Assignment >> Find the lines below holding the word "Stempel" and copy each of them.

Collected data
====
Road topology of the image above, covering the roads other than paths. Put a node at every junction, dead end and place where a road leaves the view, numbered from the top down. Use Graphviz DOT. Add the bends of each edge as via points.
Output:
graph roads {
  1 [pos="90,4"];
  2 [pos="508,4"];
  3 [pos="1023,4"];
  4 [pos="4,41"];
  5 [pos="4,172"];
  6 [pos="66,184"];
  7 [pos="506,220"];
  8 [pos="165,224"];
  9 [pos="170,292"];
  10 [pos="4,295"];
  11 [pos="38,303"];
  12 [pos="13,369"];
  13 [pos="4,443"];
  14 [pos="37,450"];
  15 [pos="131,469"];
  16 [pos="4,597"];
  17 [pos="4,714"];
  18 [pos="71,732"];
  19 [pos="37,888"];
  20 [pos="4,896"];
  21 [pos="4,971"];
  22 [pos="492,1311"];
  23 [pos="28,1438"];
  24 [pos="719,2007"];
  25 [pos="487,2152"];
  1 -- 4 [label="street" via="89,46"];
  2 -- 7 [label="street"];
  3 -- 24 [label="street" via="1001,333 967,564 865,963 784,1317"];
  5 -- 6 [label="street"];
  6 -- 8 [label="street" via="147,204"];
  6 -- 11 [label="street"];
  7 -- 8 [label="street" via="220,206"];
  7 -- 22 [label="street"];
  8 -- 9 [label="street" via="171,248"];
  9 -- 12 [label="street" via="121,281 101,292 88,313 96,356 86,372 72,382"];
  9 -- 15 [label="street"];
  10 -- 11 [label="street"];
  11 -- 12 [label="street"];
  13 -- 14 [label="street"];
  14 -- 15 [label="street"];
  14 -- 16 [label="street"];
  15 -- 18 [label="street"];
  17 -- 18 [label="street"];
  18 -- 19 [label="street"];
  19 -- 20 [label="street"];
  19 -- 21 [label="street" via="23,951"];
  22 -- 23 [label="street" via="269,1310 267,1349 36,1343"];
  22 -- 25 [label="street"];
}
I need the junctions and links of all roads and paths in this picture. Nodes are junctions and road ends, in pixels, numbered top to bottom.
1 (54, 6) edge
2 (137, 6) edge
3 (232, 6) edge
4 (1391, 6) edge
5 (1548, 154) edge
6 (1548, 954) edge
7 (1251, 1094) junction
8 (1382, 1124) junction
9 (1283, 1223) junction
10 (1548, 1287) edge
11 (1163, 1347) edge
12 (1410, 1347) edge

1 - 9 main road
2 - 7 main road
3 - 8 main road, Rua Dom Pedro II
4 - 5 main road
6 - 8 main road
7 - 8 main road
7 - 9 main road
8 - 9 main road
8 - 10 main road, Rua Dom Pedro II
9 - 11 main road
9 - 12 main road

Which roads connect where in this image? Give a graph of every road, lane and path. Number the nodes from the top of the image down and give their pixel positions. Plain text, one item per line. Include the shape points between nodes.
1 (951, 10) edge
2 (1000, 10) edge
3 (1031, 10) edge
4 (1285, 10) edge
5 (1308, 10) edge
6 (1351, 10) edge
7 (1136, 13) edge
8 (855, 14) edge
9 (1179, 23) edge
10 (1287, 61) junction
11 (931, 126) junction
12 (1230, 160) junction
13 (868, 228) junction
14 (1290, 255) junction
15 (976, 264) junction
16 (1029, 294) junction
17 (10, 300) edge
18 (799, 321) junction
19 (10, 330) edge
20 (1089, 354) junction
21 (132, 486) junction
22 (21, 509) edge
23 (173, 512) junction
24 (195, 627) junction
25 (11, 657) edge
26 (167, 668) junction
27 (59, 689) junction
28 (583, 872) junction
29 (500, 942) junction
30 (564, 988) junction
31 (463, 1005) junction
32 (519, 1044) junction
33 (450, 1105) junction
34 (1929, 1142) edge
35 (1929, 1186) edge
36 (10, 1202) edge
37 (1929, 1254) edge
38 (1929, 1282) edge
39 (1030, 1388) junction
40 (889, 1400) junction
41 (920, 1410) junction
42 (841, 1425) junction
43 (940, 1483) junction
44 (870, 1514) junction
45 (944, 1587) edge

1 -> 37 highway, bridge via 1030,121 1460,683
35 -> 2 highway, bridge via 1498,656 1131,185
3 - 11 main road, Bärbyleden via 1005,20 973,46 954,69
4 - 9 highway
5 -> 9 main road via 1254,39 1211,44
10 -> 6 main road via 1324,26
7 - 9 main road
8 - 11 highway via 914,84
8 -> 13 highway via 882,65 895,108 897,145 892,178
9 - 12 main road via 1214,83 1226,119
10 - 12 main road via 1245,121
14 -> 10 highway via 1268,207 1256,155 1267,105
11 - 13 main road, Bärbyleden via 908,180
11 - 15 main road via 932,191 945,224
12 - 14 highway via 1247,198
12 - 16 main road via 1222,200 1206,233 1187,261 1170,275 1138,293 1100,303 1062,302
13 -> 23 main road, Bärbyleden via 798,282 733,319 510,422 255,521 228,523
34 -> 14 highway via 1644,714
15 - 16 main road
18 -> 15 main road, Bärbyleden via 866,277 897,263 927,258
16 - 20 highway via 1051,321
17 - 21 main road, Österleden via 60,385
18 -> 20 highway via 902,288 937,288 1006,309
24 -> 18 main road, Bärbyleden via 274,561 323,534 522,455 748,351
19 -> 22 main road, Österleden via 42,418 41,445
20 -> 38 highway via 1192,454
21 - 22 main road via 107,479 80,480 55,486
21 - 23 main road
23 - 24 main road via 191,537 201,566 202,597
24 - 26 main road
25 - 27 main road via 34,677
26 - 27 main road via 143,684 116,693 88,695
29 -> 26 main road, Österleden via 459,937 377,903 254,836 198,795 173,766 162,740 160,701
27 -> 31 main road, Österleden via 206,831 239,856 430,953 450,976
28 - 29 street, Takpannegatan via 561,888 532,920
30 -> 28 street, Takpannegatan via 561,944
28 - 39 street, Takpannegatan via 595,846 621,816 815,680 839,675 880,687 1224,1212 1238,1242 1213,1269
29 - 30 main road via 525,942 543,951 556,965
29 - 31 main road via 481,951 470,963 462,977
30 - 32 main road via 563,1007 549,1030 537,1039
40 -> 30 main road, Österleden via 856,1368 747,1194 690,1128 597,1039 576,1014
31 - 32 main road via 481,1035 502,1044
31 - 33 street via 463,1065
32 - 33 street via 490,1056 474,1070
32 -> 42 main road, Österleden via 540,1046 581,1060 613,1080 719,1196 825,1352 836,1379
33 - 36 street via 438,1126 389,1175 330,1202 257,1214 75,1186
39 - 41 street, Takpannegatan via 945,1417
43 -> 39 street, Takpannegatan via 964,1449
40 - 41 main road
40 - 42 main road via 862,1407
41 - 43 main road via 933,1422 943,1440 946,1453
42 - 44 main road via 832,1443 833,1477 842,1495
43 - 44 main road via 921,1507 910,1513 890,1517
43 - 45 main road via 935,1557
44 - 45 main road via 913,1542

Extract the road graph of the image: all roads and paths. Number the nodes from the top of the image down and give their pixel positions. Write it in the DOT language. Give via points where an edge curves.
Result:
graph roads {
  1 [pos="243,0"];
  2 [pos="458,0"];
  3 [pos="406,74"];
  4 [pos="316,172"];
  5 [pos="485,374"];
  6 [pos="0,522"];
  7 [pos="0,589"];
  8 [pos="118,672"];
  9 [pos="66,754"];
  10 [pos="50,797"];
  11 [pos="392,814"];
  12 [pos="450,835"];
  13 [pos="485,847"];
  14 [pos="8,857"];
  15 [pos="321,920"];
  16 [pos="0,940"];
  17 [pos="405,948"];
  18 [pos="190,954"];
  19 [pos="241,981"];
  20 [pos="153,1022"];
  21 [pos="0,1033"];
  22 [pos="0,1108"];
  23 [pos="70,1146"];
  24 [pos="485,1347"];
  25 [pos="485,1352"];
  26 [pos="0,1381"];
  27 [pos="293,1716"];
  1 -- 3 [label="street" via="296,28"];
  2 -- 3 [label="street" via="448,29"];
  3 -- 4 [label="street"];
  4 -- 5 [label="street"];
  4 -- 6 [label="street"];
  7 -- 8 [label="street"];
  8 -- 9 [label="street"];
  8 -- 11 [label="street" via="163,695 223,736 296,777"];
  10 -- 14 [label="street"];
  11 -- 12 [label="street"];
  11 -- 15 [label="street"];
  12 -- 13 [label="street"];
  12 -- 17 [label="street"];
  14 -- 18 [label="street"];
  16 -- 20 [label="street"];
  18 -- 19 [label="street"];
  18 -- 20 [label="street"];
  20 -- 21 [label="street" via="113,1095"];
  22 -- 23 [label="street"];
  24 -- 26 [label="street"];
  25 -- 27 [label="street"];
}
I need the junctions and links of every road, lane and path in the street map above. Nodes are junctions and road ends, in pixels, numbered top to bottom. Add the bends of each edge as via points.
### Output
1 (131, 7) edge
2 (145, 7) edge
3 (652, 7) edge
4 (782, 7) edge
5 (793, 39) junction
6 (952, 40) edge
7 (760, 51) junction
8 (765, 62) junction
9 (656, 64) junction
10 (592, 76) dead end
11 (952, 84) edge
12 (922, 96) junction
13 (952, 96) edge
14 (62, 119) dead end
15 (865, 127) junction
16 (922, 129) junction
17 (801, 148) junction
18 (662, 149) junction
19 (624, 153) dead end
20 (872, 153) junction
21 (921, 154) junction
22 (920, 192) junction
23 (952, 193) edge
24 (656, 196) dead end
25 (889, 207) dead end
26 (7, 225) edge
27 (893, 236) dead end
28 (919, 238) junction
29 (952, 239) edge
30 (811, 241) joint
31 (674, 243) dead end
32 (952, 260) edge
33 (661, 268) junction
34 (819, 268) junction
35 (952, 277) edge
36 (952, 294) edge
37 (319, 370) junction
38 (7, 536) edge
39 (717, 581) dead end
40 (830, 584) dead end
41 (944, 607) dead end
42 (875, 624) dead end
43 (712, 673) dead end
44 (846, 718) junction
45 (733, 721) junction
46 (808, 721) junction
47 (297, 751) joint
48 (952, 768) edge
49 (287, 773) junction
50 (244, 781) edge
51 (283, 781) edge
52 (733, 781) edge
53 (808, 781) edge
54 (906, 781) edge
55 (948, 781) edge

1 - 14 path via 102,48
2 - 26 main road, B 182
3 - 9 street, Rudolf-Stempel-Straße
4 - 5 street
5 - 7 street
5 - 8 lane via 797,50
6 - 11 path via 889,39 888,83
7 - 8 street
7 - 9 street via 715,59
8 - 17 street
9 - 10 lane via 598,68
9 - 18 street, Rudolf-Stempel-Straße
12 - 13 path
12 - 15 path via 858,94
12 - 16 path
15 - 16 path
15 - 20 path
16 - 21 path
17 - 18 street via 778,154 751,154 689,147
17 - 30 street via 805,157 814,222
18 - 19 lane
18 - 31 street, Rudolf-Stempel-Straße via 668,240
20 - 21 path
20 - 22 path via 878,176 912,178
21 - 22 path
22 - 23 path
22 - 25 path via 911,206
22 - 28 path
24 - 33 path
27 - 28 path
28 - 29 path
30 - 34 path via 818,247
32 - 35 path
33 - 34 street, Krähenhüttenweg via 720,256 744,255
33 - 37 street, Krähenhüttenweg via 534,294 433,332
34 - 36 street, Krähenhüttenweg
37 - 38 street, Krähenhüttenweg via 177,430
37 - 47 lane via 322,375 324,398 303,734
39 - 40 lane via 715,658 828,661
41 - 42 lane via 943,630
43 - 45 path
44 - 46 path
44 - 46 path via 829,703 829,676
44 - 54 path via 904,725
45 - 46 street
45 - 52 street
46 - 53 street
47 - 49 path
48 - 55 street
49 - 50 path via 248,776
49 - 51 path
====
Reply >>
3 - 9 street, Rudolf-Stempel-Straße
9 - 18 street, Rudolf-Stempel-Straße
18 - 31 street, Rudolf-Stempel-Straße via 668,240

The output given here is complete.